Wiele razy postępowanie Samsona świadczyło o tym, że nie był chrześcijaninem ani wzorem do naśladowania dla chrześcijan. Pod wieloma względami żył według ciała, pomimo swojego szlachetnego poświęcenia w służbie dla Pana. Powinniśmy jednak pamiętać, że Samson nigdy nie był spłodzony z Ducha Świętego. Spłodzeni z Ducha Pańskiego pojawili się dopiero od Pięćdziesiątnicy jako „Nowe Stworzenia w Chrystusie”. Czytamy, iż nad Samsonem był Duch Pański, co jest prawdą, lecz nie zapominajmy o odmienności i innym zakresie oddziaływania Pańskiego Ducha, który zstępował na Proroków i innych Starożytnych Godnych, pobudzając ich do zrobienia tego czy owego dla osiągnięcia Boskich celów albo do napisania czegoś zgodnie z Boską wolą. Takie mechaniczne oddziaływanie Ducha Świętego jest zupełnie inne niż to wobec chrześcijanina, spłodzonego z Ducha w Wieku Ewangelii.

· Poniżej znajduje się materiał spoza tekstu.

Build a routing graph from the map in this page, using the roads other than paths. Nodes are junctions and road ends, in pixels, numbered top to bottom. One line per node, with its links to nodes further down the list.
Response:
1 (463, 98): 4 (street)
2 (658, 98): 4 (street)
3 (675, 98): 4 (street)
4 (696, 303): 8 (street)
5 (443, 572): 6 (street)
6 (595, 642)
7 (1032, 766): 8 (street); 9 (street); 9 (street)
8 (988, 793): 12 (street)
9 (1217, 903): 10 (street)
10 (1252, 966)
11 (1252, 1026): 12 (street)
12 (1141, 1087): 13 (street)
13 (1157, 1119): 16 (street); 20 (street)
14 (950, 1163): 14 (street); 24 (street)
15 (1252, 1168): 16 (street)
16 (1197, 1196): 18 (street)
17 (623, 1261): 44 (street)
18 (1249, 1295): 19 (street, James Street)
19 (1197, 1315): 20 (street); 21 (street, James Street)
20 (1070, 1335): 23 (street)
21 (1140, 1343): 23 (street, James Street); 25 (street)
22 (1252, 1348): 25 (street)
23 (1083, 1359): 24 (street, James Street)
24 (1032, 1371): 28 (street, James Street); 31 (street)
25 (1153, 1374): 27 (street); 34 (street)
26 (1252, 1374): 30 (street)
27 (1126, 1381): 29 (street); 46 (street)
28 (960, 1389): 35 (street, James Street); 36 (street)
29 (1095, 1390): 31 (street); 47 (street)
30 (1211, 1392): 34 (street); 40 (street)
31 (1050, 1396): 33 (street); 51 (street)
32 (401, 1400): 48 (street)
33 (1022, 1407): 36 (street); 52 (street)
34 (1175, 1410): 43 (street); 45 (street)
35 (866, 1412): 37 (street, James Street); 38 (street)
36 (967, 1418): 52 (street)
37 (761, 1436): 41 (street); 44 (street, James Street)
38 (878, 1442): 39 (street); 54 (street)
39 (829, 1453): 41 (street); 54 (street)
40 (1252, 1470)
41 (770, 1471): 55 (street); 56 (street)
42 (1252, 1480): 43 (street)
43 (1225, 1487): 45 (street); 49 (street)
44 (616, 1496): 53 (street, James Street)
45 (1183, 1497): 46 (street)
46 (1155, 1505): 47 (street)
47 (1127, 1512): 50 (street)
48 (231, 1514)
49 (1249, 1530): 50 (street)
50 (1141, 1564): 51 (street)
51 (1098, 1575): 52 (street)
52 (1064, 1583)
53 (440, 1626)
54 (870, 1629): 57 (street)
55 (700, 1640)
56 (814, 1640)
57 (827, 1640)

My otrzymujemy Ducha Przysposobienia, Ducha synostwa, Ducha Świętego, który coraz bardziej przenika nasze życie i sprawia, że stajemy się coraz bardziej podobni do naszego Ojca w Niebie. Wszyscy spłodzeni z Ducha powinni stanowić przykład wzrostu w łasce, znajomości i miłości, objawiającego się w owocach i łaskach Ducha Świętego – cichości, łagodności, cierpliwości, nieskwapliwości, braterskiej uprzejmości i miłości.
ZWYCIĘSTWO W ŚMIERCI
Kobieta stała się przyczyną zguby Samsona. Zwierzył się jej, a ona go zdradziła. Wyjaśnił jej, że złożył ślub, który obejmował nie tylko zakaz spożywania odurzających napojów, lecz także zakaz ścinania włosów. Gdyby złamał ten ślub, straciłby swoją wyjątkową siłę i energię. Gdy spał, jego podstępna przyjaciółka obcięła mu włosy, po czym go obudziła, mówiąc: „Filistyni nad tobą Samsonie!”. Ponieważ ślub został złamany, Samson utracił swoją szczególną siłę, która tak zdumiewała jego wrogów.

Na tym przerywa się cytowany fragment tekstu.